Até que o período eleitoral seja oficialmente aberto, as empresas podem elaborar as pesquisas da forma como melhor lhe convier e oferecer aos potenciais clientes como desejar. É como, mais ou menos, a venda de um carro: pode ser quatro portas, conversível, diesel ou flex, quem manda é o cliente e, é claro, paga pelas suas escolhas.
Assim, aqui em Brasília, por exemplo, determinada empresa de pesquisa está cobrando R$ 6 mil aos potenciais candidatos a deputado distrital para que o nome de cada um deles apareça ao lado de outros quatorze. Somente esses quinze nomes,escolhidos pelos deuses do Olimpo das Pesquisas ou pelo tamanho da sua conta-corrente, serão submetidos à opinião popular.
Só eles serão testados junto ao público e é claro, quando o resultado da pesquisa vier a público nos meios de comunicação, qualquer um deles já estará entre os 15 notáveis da Capital. Se o candidato não estiver na relação não poderá mostrar a sua base seu potencial.
Mesmo preço e condições são ofertados aos candidatos a deputado federal. O custo para o Senado não é conhecido, mas não deve ser muito diferente do cobrado aos candidatos ao Buriti.
Considerando que nas eleições passadas passou de mil a quantidade de distritais que disputaram o pleito, esta pré-seleção da empresa de pesquisa já é uma forma de fazer com que o poder econômico interfira no processo eleitoral, antes mesmo dele ter início.
Governador
Pela tabela, a inserção do nome do candidato a candidato a governador custará R$ 2.500,00. Se o cliente desejar fazer algumas perguntas específicas, tipo qual deve ser a prioridade eleitoral dele, o que mais aflige o brasiliense, o que o eleitor acha disso ou daquilo outro, poderão ser acrescentadas até três perguntas. Com um custo extra, é claro. 

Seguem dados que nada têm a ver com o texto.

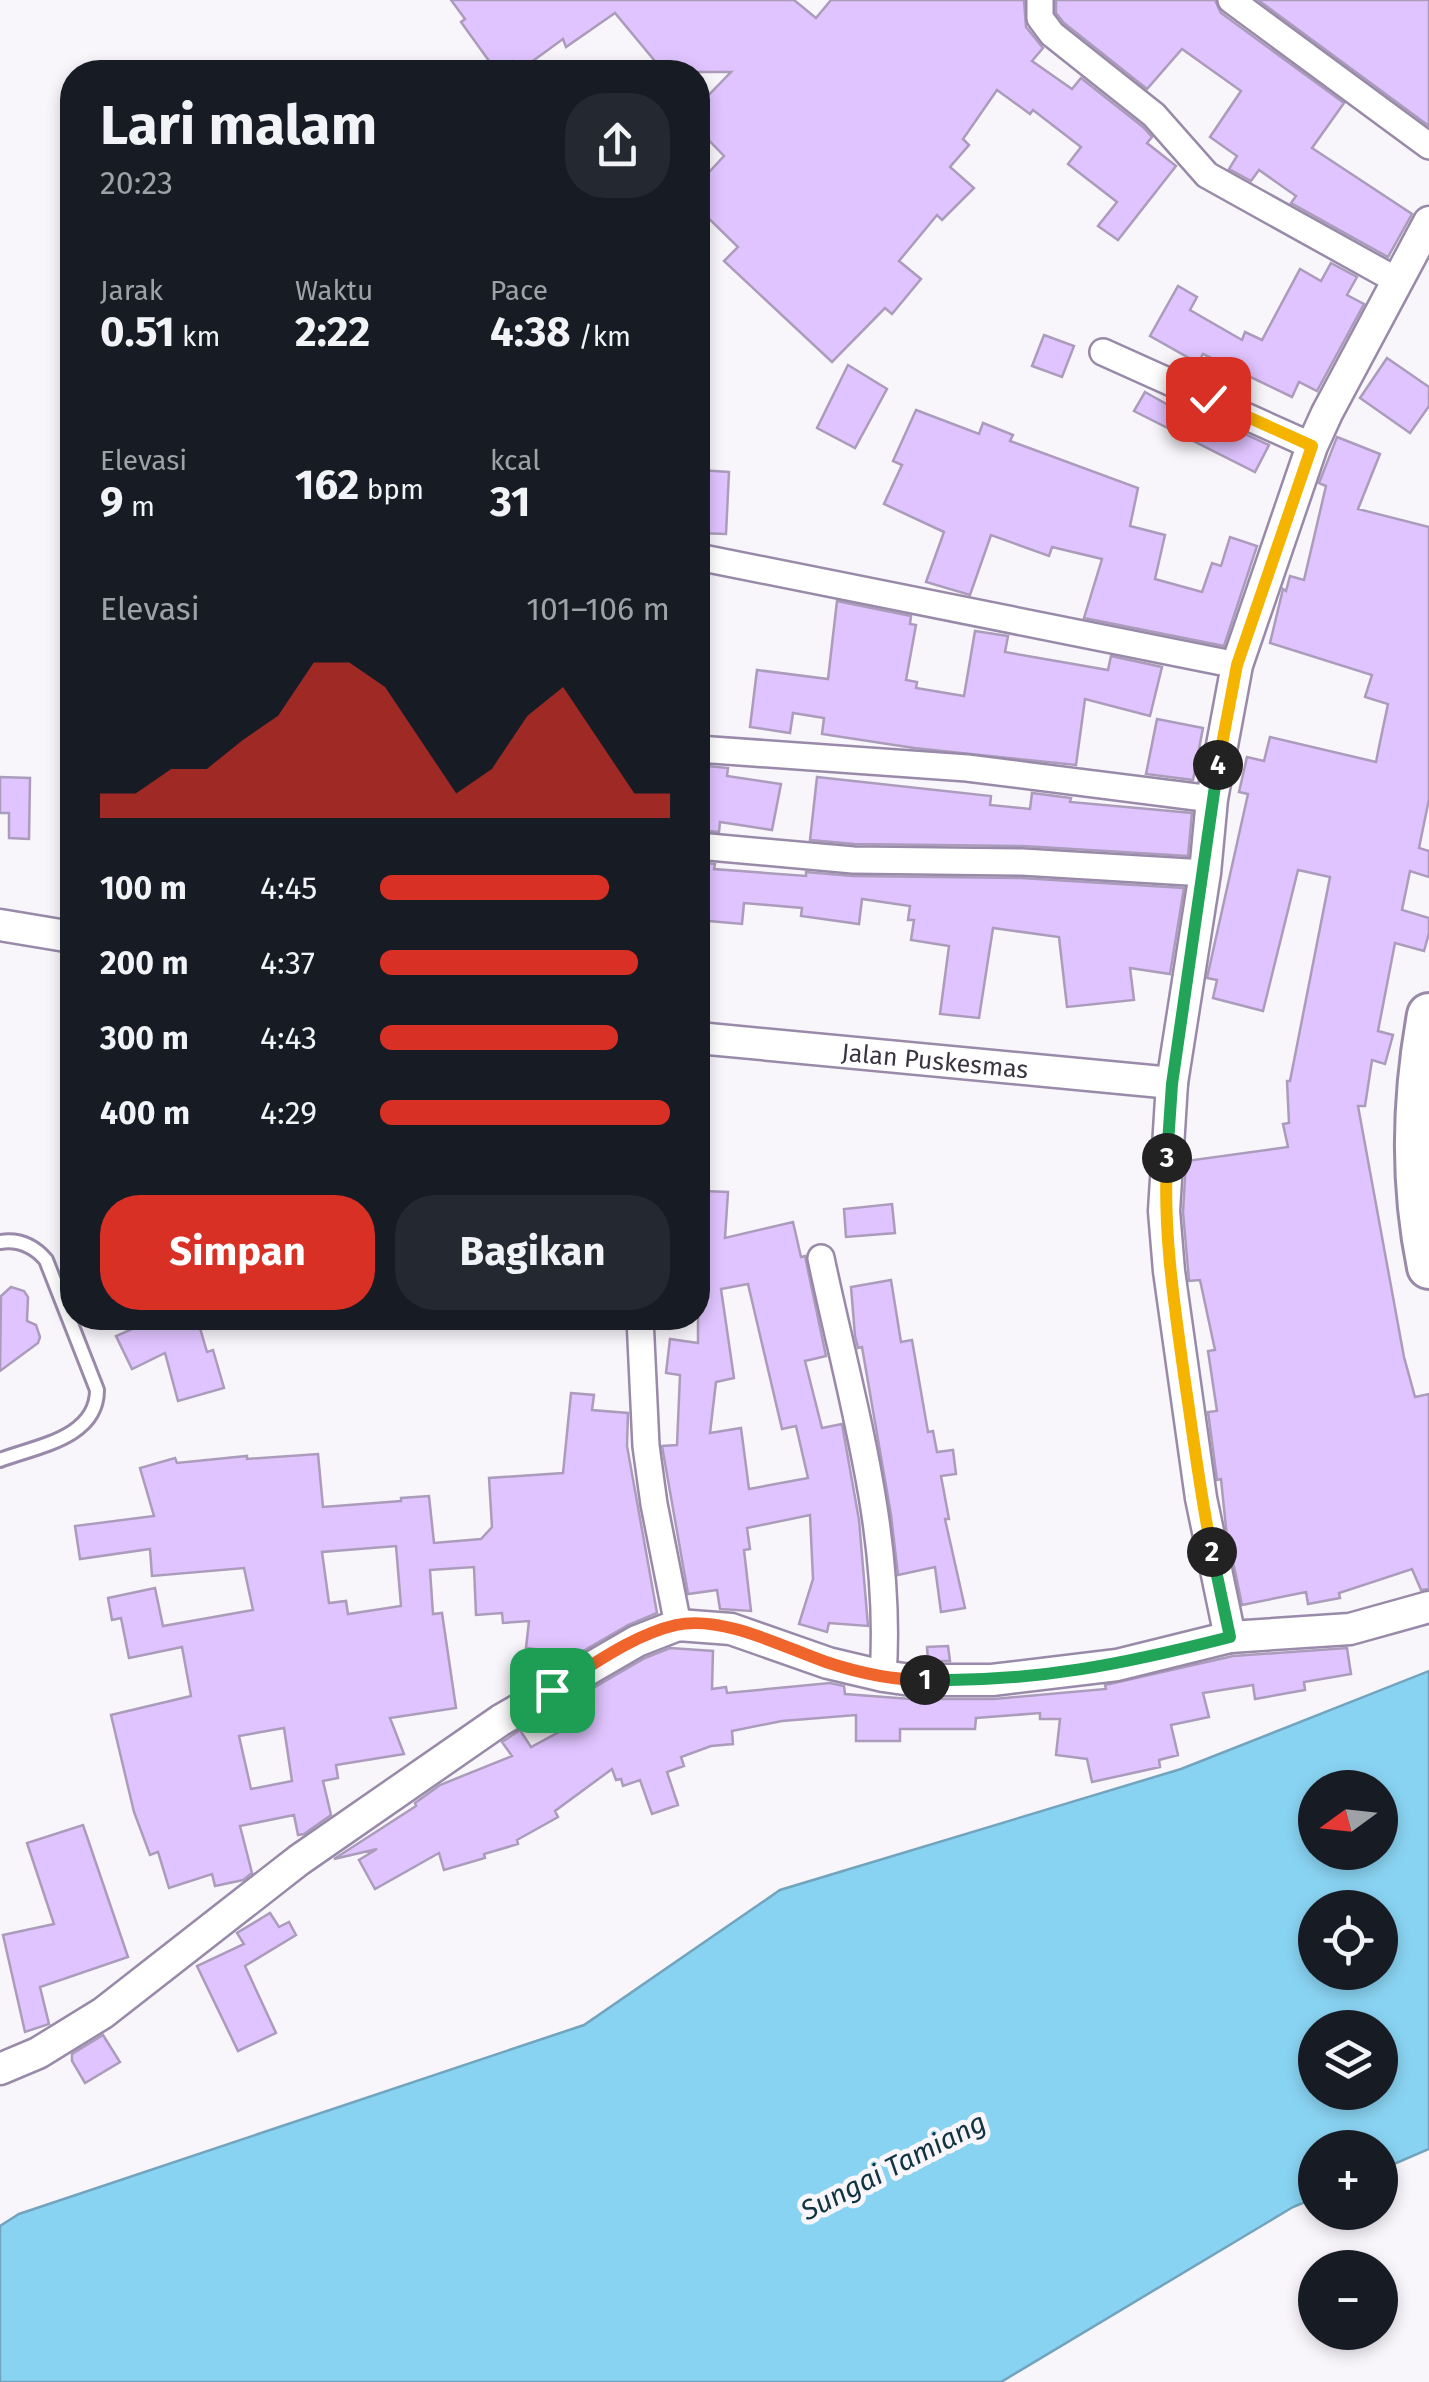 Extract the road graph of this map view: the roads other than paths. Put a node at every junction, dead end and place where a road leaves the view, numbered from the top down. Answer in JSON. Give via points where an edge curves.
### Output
{"nodes":[{"id":1,"x":1040,"y":0,"type":"edge"},
{"id":2,"x":1231,"y":0,"type":"edge"},
{"id":3,"x":1429,"y":146,"type":"edge"},
{"id":4,"x":1429,"y":222,"type":"edge"},
{"id":5,"x":1396,"y":280,"type":"junction"},
{"id":6,"x":1103,"y":352,"type":"dead end"},
{"id":7,"x":1312,"y":446,"type":"junction"},
{"id":8,"x":710,"y":559,"type":"edge"},
{"id":9,"x":1237,"y":665,"type":"junction"},
{"id":10,"x":710,"y":750,"type":"edge"},
{"id":11,"x":1212,"y":799,"type":"junction"},
{"id":12,"x":710,"y":847,"type":"edge"},
{"id":13,"x":1205,"y":873,"type":"junction"},
{"id":14,"x":0,"y":924,"type":"edge"},
{"id":15,"x":60,"y":935,"type":"edge"},
{"id":16,"x":1429,"y":1015,"type":"edge"},
{"id":17,"x":710,"y":1039,"type":"edge"},
{"id":18,"x":1172,"y":1084,"type":"junction"},
{"id":19,"x":0,"y":1242,"type":"edge"},
{"id":20,"x":821,"y":1258,"type":"dead end"},
{"id":21,"x":1429,"y":1267,"type":"edge"},
{"id":22,"x":60,"y":1296,"type":"edge"},
{"id":23,"x":73,"y":1330,"type":"edge"},
{"id":24,"x":641,"y":1330,"type":"edge"},
{"id":25,"x":0,"y":1460,"type":"edge"},
{"id":26,"x":1429,"y":1607,"type":"edge"},
{"id":27,"x":678,"y":1624,"type":"junction"},
{"id":28,"x":1230,"y":1637,"type":"junction"},
{"id":29,"x":883,"y":1676,"type":"junction"},
{"id":30,"x":0,"y":2069,"type":"edge"}],
"edges":[{"from":1,"to":5,"type":"street","via":[[1040,18],[1052,34],[1154,116],[1207,175]]},
{"from":2,"to":3,"type":"street"},
{"from":4,"to":5,"type":"street"},
{"from":5,"to":7,"type":"street"},
{"from":6,"to":7,"type":"street"},
{"from":7,"to":9,"type":"street"},
{"from":8,"to":9,"type":"street"},
{"from":9,"to":11,"type":"street"},
{"from":10,"to":11,"type":"street","via":[[966,768]]},
{"from":11,"to":13,"type":"street"},
{"from":12,"to":13,"type":"street","via":[[853,860]]},
{"from":13,"to":18,"type":"street"},
{"from":14,"to":15,"type":"street"},
{"from":16,"to":21,"type":"highway","via":[[1417,1119]]},
{"from":17,"to":18,"type":"street","name":"Jalan Puskesmas"},
{"from":18,"to":28,"type":"street","via":[[1164,1212],[1169,1271],[1201,1498]]},
{"from":19,"to":22,"type":"lane","via":[[38,1250]]},
{"from":20,"to":29,"type":"street","via":[[875,1508],[886,1604]]},
{"from":23,"to":25,"type":"lane","via":[[97,1390],[90,1419],[74,1432]]},
{"from":24,"to":27,"type":"street","via":[[646,1446]]},
{"from":26,"to":28,"type":"street","via":[[1350,1629]]},
{"from":27,"to":29,"type":"street","via":[[731,1629]]},
{"from":27,"to":30,"type":"street","via":[[501,1720],[313,1850],[103,2013]]},
{"from":28,"to":29,"type":"street","via":[[1079,1672],[992,1680]]}]}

Uma pergunta custará mais R$ 2.500,00; duas perguntas requer mais R$ 6.500,00; e três perguntas, o custo adicional será de R$ 9.500,00.
Nas redes sociais
As redes sociais estão dando uma mãozinha àqueles que não desejam morrer nos custos das empresas de pesquisa. Para quem conta com o apoio de entidades corporativas fica ainda mais fácil. O presidente do Sindicato dos Médicos do DF, Gutemberg Fialho, por exemplo, vale-se do mailing list da entidade que comanda para enviar uma rápida enquete aos médicos do DF. Ele busca saber se os entrevistados consideram importante para a categoria profissional dos médicos possuir uma representação parlamentar na Câmara Legislativa, o que acham dele, Guttemberg, candidatar-se a deputado distrital e por qual partido.
Lembrando que em 2014, Guttemberg foi candidato pelo PSB, mas depois brigou com Rodrigo Rollemberg. A iniciativa de Gutemberg em auscultar sua base profissional é interessante e até recomendável. Questionável é usar a estrutura do Sindicato dos Médicos que dirige para tal finalidade. O que dirão médicos igualmente candidatos por partidos diferentes?